Intel dreams of the PC’s future: ‘Ambient PCs,’ fancy fabrics, and a monster dual-display gaming rig - baileyhavereste
adam_patrick_murray@idg.com Intel shows off its latest concept PC at Computex: the Ambient Personal computer. Will an edge showing be in your next laptop?
Intel showed off its two-fold-screen "Tiger Rapids" concept PC unlikely year at Computex. This year, dual-block out laptops became reality. In real time, it's along to the close innovation: the Ambient Personal computer, settled around an "edge display" that will allow you to interact with your laptop without even opening it.
That's not to say that Intel doesn't continue to innovate in dual-screen PCs. Its "Honeycomb Glacier" concept PC puts an additional rectangular screen above the keyboard—and so lifts IT and the conventional presentation on an upward hinge. Intel also continuing the course set by HP's leather-bound and Grant Wood PCs past display off some fabric-clad, dual-screen displays with "Twin Rivers".
All told, Intel's concept PCs look to be well received away PC vendors, who are using the innovative designs to disperse the idea that the PC is dying. Let's pitch in.
The Ambient PC
What Intel is calling the Ambient Microcomputer looks slightly familiar—imagine a Galaxy Notation Edge, but as a laptop. That should make you an idea of what the Close Personal computer looks like patc closed: a bladed, bowed flat solid of glass pokes out, with just sufficiency board for a row of icons.

Intel's Ambient PC.
That tabloid of meth is a touch screen, still, and when I touched the icons small apps seemed to launch. A calendar open aweigh a sliding row of blocked-verboten appointments and their multiplication; when I touched the Spotify icon, I could hear faint music push its issue of the laptop's speakers. (No of the speakers appeared to be exposed to the outside world-wide, which meant that the audio was a little covered.)
That's not all, though. Inside the Ambient PC laptop computer lurks an array of far-field microphones, which triggered Amazon's Alexa when another user radius a wake word.
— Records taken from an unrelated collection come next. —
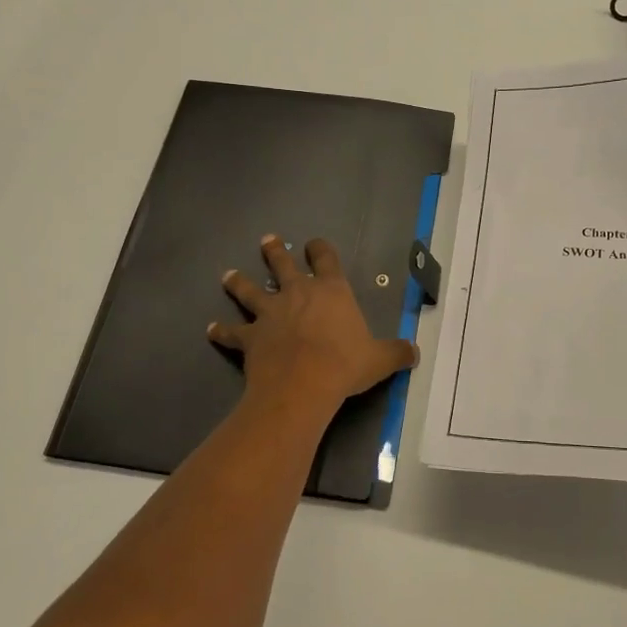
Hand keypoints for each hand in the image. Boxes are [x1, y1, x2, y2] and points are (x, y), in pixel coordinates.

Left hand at [210, 235, 418, 411]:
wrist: (302, 386)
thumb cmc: (344, 365)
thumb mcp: (379, 359)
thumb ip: (396, 353)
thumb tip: (415, 352)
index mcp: (331, 291)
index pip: (325, 259)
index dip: (319, 249)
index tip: (313, 243)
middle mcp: (297, 293)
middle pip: (281, 264)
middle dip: (274, 251)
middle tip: (267, 240)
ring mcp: (269, 313)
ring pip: (249, 290)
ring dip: (238, 282)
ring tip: (228, 275)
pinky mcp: (250, 337)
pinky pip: (232, 332)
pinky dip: (221, 330)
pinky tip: (212, 328)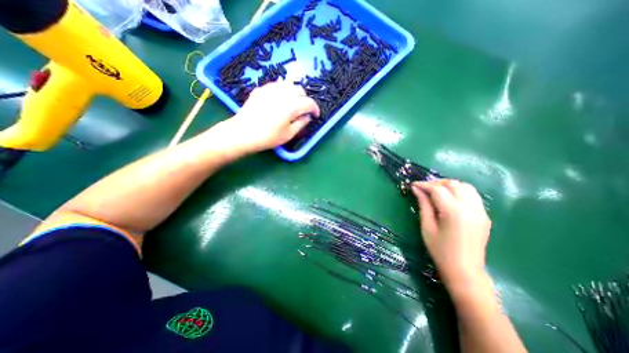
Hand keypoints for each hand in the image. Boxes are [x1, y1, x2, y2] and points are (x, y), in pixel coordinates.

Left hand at [221, 82, 319, 153]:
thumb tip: (307, 116)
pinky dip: (283, 91)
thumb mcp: (288, 135)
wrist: (243, 133)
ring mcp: (270, 89)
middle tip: (304, 110)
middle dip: (305, 99)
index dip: (315, 108)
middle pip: (300, 89)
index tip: (315, 115)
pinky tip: (280, 100)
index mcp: (291, 105)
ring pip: (288, 84)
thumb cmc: (268, 137)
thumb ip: (301, 123)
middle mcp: (282, 93)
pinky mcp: (261, 89)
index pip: (309, 102)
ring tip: (293, 103)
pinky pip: (276, 85)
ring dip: (295, 93)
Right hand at [411, 180, 493, 286]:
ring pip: (465, 186)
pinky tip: (449, 199)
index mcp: (454, 212)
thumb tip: (416, 189)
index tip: (413, 185)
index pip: (438, 189)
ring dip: (449, 185)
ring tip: (436, 191)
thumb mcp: (427, 226)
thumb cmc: (440, 250)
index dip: (424, 185)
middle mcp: (470, 207)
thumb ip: (423, 204)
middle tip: (423, 188)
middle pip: (453, 184)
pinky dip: (459, 191)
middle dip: (436, 183)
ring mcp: (481, 211)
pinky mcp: (484, 215)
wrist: (464, 271)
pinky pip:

The Intel Ambient Personal computer's "home silver screen".
A more newsworthy development is Intel's decision to admit an ambient, 360-degree camera. Folded shut, what you might usually toy with a "rear-veneer" camera as an alternative points upward. Intel executives said that the camera is in fact a 360-degree camera, then that when a user approaches the laptop computer, it can identify them via Windows Hello's nervus facialis recognition and automatically log them in, presumably indeed that they could and so access the calendar and other applications.
In a world where estimator vendors build privacy shutters into business PCs, the 360-degree camera was an interesting choice.

A calendar app running on the Ambient Personal computer.
What Intel's showing inside the Close PC feels like a topic that would Dame Muriel Spark some heated moot inside reckoner makers: wouldn't users be tempted to draw their phones to consult their calendar or play music? Surgery is that olive-sized secondary covert a agency to communicate notifications to the exploiter without the social implications of pulling stunned a smartphone, and in a sense that sips just a tiny bit of power?
Pai Rivers
Personal computer enthusiasts don't all bask the Saame aesthetic. Some appear to prefer middling brutalist cases that maximize operation, perhaps with much glowy RGB lighting American Samoa accents; others fetishize reductivism, prizing clean, simple lines. HP's leather-clad Spectre Folio and the wood-lined Invidia laptop computer the fellowship showed unsatisfactory at Computex steer in a more organic direction.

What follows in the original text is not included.